Observers knew it was highly unlikely that any final agreement would mention financing for ocean climate solutions. Instead, advocates are focusing on countries’ Nationally Determined Contributions (NDCs).
Under the Paris Agreement, every nation must submit an NDC every five years, with a target for reducing greenhouse gas emissions and the actions it’ll take to achieve that goal.
Under the current NDCs, 73% of coastal and island nations have included at least one ocean-based climate action, according to a 2023 UN report, such as building offshore wind farms.
“We are increasingly seeing countries include ocean-related issues and coastal resilience into their NDCs, but it is still not high enough on the international agenda,” says Karen Sack, executive director of the Ocean Risk and Resilience Action Alliance, a Washington nonprofit.

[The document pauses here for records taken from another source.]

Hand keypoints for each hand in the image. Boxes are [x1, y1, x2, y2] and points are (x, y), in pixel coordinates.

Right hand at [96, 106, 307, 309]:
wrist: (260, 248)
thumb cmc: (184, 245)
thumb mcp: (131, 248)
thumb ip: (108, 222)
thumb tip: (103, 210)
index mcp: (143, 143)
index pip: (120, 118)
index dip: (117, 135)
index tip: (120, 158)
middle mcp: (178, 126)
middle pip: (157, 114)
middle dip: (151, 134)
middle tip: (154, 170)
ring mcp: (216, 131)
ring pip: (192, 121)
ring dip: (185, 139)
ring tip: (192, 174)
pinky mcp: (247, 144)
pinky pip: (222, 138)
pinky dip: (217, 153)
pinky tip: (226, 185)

But pledges to take ocean-based climate action are just words without the money to implement them, so with updated NDCs due in February 2025, ocean advocates are pushing for the inclusion of specific measures with quantifiable results that could attract funding.

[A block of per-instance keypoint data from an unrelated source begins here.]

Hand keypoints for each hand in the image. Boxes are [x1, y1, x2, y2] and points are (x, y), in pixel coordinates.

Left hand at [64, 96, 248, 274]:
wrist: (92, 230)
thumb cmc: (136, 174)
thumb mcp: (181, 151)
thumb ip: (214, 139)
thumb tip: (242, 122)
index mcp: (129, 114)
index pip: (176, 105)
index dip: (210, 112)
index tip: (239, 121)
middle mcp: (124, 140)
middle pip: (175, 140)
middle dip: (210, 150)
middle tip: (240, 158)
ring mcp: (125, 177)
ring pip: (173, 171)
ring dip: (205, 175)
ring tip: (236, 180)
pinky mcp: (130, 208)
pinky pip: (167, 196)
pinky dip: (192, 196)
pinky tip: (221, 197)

That could involve a mangrove restoration project certified to sequester a certain amount of carbon dioxide or tidal energy system that would replace so many megawatts of fossil fuel generation.
“NDCs are roadmaps through which the ocean as a climate solution can mobilise financing,” says Sack.

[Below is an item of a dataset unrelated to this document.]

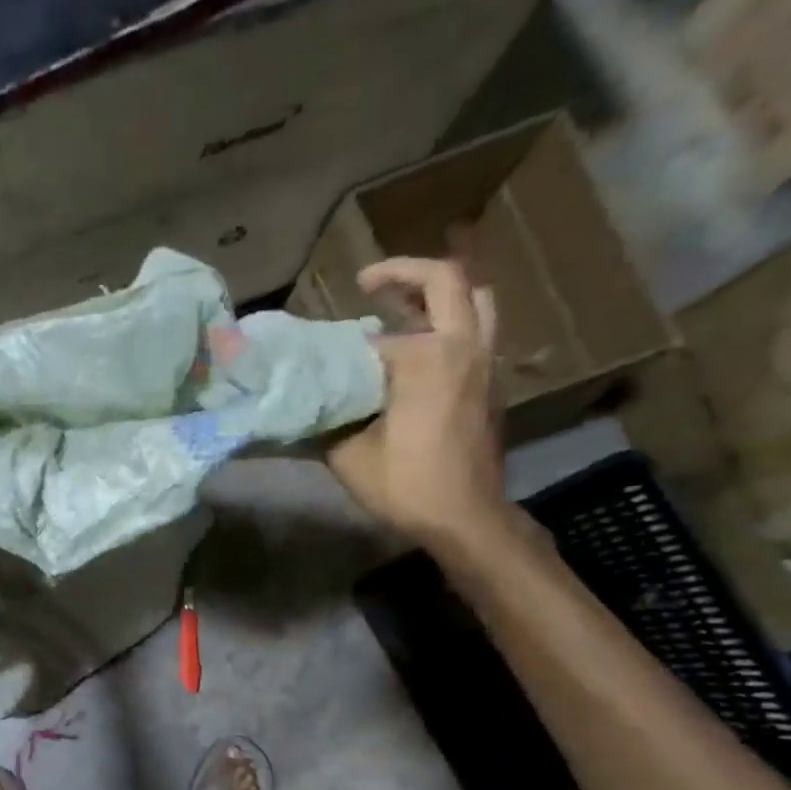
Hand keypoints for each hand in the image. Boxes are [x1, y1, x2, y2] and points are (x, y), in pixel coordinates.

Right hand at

Anna-Marie Laura, senior director of climate policy at environmental nonprofit the Ocean Conservancy, says the expansion of offshore wind is one of the most effective ways to reduce emissions, but only about 14% of NDCs include marine renewable energy measures.
Most NDCs focus on nature-based solutions, such as conservation of wetlands that sequester carbon dioxide and protect coasts from storms.
“The restoration of those habitats absolutely is a solution but some of the most important solutions on the mitigation side are yet to be recognised in the way that we hope they could be,” says Laura, who attended COP29.
Sack says it’s critical to supercharge financing for ocean climate action regardless of the outcome of COP29.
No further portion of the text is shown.